Task description: Your copy should hold every record verbatim and none of the pictures.

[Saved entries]
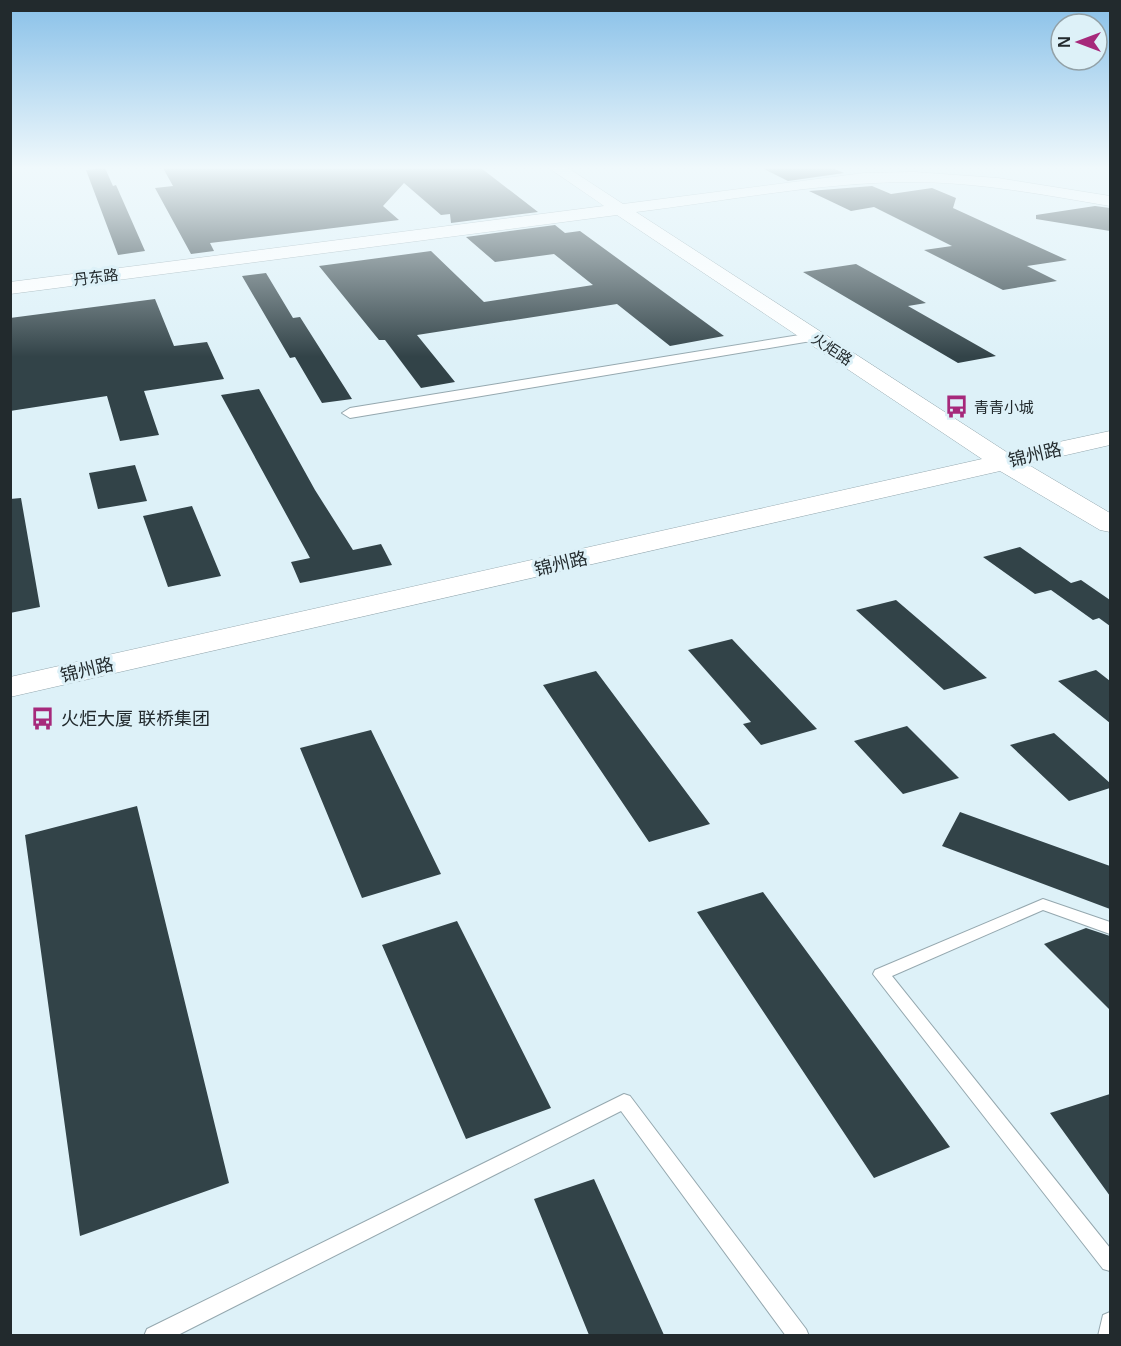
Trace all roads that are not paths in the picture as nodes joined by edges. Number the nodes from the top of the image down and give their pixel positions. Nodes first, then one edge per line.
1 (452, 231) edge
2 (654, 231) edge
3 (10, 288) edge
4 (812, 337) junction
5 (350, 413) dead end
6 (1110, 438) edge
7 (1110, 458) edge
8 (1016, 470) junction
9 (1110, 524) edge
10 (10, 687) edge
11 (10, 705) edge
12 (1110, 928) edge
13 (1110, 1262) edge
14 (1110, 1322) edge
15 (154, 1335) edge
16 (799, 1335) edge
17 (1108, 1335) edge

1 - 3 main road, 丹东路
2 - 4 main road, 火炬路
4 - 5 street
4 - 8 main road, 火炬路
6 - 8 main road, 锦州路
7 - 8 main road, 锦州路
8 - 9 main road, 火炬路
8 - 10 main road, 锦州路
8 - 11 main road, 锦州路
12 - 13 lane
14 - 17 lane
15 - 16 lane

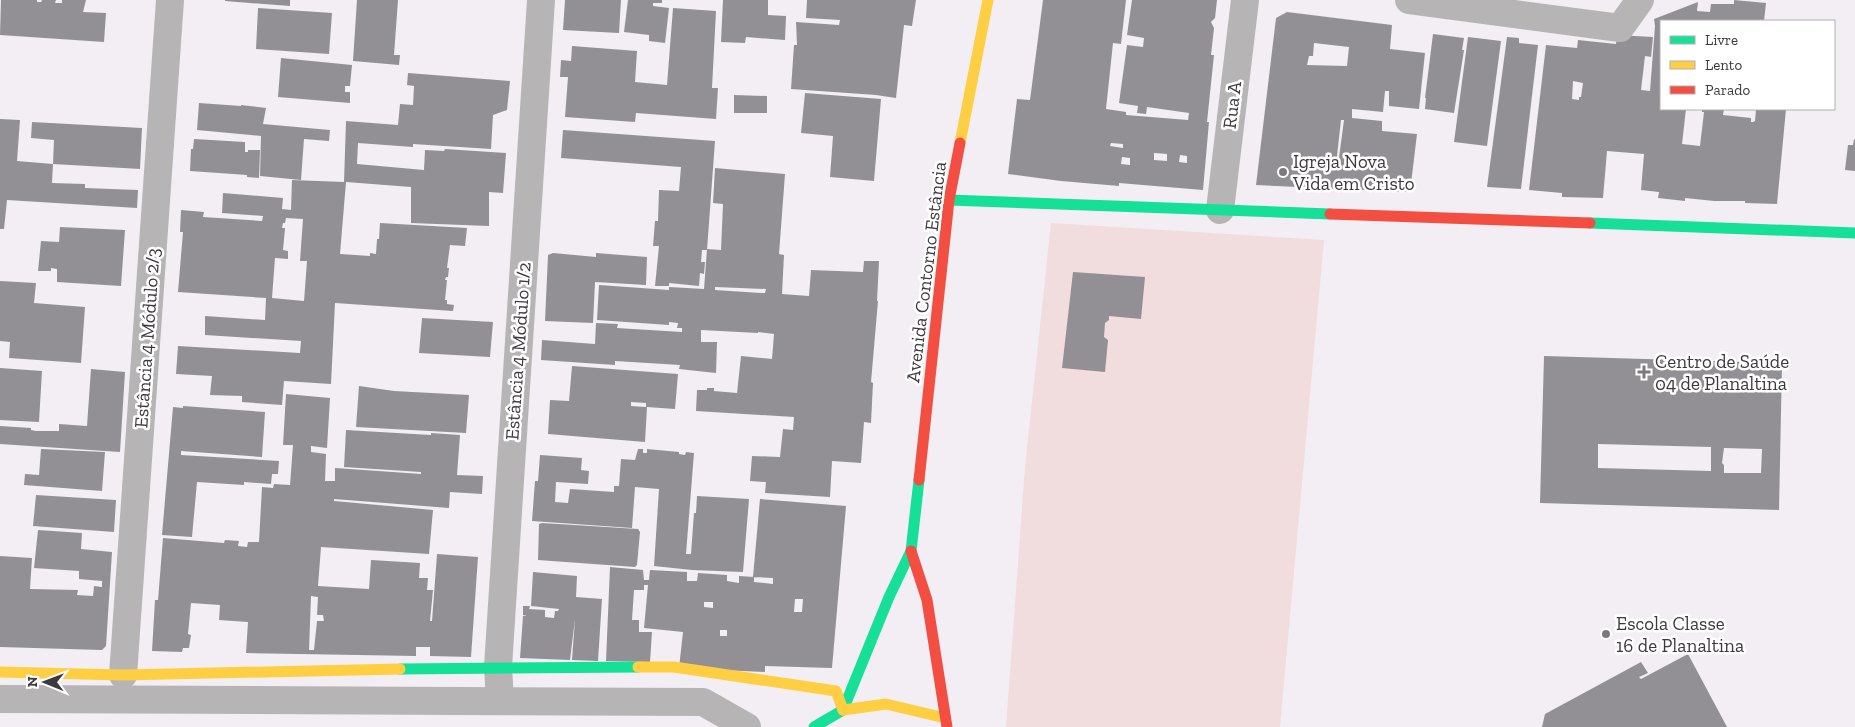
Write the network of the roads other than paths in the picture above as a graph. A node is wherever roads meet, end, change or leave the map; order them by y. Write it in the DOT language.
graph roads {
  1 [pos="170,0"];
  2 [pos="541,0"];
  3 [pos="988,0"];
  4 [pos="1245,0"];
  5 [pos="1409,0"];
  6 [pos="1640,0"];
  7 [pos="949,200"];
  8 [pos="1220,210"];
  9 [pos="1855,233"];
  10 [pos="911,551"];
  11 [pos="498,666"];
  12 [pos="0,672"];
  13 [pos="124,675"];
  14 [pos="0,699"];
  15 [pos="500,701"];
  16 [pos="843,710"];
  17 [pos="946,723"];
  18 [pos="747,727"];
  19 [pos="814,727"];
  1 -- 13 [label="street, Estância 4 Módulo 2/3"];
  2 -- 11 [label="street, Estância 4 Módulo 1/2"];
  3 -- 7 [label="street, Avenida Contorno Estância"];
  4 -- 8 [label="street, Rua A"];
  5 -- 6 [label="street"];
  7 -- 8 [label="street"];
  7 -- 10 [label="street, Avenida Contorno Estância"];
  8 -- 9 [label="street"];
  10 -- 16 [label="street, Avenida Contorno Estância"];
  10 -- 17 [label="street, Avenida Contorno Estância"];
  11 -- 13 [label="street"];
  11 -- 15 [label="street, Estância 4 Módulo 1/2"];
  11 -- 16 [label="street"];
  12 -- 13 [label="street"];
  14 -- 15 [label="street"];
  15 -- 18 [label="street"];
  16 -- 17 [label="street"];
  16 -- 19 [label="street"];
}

Expected answer:
Trace all roads that are not paths in the picture as nodes joined by edges. Number the nodes from the top of the image down and give their pixel positions. Nodes first, then one edge per line.
1 (452, 231) edge
2 (654, 231) edge
3 (10, 288) edge
4 (812, 337) junction
5 (350, 413) dead end
6 (1110, 438) edge
7 (1110, 458) edge
8 (1016, 470) junction
9 (1110, 524) edge
10 (10, 687) edge
11 (10, 705) edge
12 (1110, 928) edge
13 (1110, 1262) edge
14 (1110, 1322) edge
15 (154, 1335) edge
16 (799, 1335) edge
17 (1108, 1335) edge

1 - 3 main road, 丹东路
2 - 4 main road, 火炬路
4 - 5 street
4 - 8 main road, 火炬路
6 - 8 main road, 锦州路
7 - 8 main road, 锦州路
8 - 9 main road, 火炬路
8 - 10 main road, 锦州路
8 - 11 main road, 锦州路
12 - 13 lane
14 - 17 lane
15 - 16 lane

Write the network of the roads other than paths in the picture above as a graph. A node is wherever roads meet, end, change or leave the map; order them by y. Write it in the DOT language.
graph roads {
  1 [pos="170,0"];
  2 [pos="541,0"];
  3 [pos="988,0"];
  4 [pos="1245,0"];
  5 [pos="1409,0"];
  6 [pos="1640,0"];
  7 [pos="949,200"];
  8 [pos="1220,210"];
  9 [pos="1855,233"];
  10 [pos="911,551"];
  11 [pos="498,666"];
  12 [pos="0,672"];
  13 [pos="124,675"];
  14 [pos="0,699"];
  15 [pos="500,701"];
  16 [pos="843,710"];
  17 [pos="946,723"];
  18 [pos="747,727"];
  19 [pos="814,727"];
  1 -- 13 [label="street, Estância 4 Módulo 2/3"];
  2 -- 11 [label="street, Estância 4 Módulo 1/2"];
  3 -- 7 [label="street, Avenida Contorno Estância"];
  4 -- 8 [label="street, Rua A"];
  5 -- 6 [label="street"];
  7 -- 8 [label="street"];
  7 -- 10 [label="street, Avenida Contorno Estância"];
  8 -- 9 [label="street"];
  10 -- 16 [label="street, Avenida Contorno Estância"];
  10 -- 17 [label="street, Avenida Contorno Estância"];
  11 -- 13 [label="street"];
  11 -- 15 [label="street, Estância 4 Módulo 1/2"];
  11 -- 16 [label="street"];
  12 -- 13 [label="street"];
  14 -- 15 [label="street"];
  15 -- 18 [label="street"];
  16 -- 17 [label="street"];
  16 -- 19 [label="street"];
}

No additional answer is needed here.